BEGIN Task input

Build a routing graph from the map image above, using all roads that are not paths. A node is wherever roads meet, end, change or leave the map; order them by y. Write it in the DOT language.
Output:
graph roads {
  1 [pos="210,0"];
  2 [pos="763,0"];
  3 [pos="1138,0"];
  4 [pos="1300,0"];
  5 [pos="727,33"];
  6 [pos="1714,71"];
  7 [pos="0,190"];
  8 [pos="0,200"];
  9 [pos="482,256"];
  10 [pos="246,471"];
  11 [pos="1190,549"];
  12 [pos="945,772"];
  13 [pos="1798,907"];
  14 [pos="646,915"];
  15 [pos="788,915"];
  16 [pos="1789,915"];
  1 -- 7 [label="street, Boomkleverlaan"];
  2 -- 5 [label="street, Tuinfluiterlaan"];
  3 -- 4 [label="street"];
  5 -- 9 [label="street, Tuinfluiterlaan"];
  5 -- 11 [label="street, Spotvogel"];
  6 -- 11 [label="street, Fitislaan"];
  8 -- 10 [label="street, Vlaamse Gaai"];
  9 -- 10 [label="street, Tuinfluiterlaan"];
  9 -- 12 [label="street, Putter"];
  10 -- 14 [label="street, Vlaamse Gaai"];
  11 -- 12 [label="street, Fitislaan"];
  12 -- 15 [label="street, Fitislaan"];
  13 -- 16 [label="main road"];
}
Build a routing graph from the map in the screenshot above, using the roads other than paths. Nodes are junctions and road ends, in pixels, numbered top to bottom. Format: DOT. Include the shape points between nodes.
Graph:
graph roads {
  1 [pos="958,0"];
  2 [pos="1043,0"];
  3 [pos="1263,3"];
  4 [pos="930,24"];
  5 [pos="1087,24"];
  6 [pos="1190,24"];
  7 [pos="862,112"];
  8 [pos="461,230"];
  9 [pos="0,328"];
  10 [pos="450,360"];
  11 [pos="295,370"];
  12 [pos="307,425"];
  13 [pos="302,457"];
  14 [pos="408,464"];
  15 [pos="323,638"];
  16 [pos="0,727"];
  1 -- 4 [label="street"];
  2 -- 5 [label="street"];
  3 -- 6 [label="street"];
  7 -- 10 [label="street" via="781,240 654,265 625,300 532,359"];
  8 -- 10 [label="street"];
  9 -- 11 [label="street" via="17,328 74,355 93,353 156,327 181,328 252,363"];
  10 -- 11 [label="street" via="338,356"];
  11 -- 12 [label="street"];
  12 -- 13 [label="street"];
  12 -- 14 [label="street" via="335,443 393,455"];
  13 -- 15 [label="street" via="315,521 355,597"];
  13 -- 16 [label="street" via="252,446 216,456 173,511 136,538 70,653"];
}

END Task input

The response should be a verbatim transcription of the data.

Task response:
Build a routing graph from the map image above, using all roads that are not paths. A node is wherever roads meet, end, change or leave the map; order them by y. Write it in the DOT language.
Output:
graph roads {
  1 [pos="210,0"];
  2 [pos="763,0"];
  3 [pos="1138,0"];
  4 [pos="1300,0"];
  5 [pos="727,33"];
  6 [pos="1714,71"];
  7 [pos="0,190"];
  8 [pos="0,200"];
  9 [pos="482,256"];
  10 [pos="246,471"];
  11 [pos="1190,549"];
  12 [pos="945,772"];
  13 [pos="1798,907"];
  14 [pos="646,915"];
  15 [pos="788,915"];
  16 [pos="1789,915"];
  1 -- 7 [label="street, Boomkleverlaan"];
  2 -- 5 [label="street, Tuinfluiterlaan"];
  3 -- 4 [label="street"];
  5 -- 9 [label="street, Tuinfluiterlaan"];
  5 -- 11 [label="street, Spotvogel"];
  6 -- 11 [label="street, Fitislaan"];
  8 -- 10 [label="street, Vlaamse Gaai"];
  9 -- 10 [label="street, Tuinfluiterlaan"];
  9 -- 12 [label="street, Putter"];
  10 -- 14 [label="street, Vlaamse Gaai"];
  11 -- 12 [label="street, Fitislaan"];
  12 -- 15 [label="street, Fitislaan"];
  13 -- 16 [label="main road"];
}
Build a routing graph from the map in the screenshot above, using the roads other than paths. Nodes are junctions and road ends, in pixels, numbered top to bottom. Format: DOT. Include the shape points between nodes.
Graph:
graph roads {
  1 [pos="958,0"];
  2 [pos="1043,0"];
  3 [pos="1263,3"];
  4 [pos="930,24"];
  5 [pos="1087,24"];
  6 [pos="1190,24"];
  7 [pos="862,112"];
  8 [pos="461,230"];
  9 [pos="0,328"];
  10 [pos="450,360"];
  11 [pos="295,370"];
  12 [pos="307,425"];
  13 [pos="302,457"];
  14 [pos="408,464"];
  15 [pos="323,638"];
  16 [pos="0,727"];
  1 -- 4 [label="street"];
  2 -- 5 [label="street"];
  3 -- 6 [label="street"];
  7 -- 10 [label="street" via="781,240 654,265 625,300 532,359"];
  8 -- 10 [label="street"];
  9 -- 11 [label="street" via="17,328 74,355 93,353 156,327 181,328 252,363"];
  10 -- 11 [label="street" via="338,356"];
  11 -- 12 [label="street"];
  12 -- 13 [label="street"];
  12 -- 14 [label="street" via="335,443 393,455"];
  13 -- 15 [label="street" via="315,521 355,597"];
  13 -- 16 [label="street" via="252,446 216,456 173,511 136,538 70,653"];
}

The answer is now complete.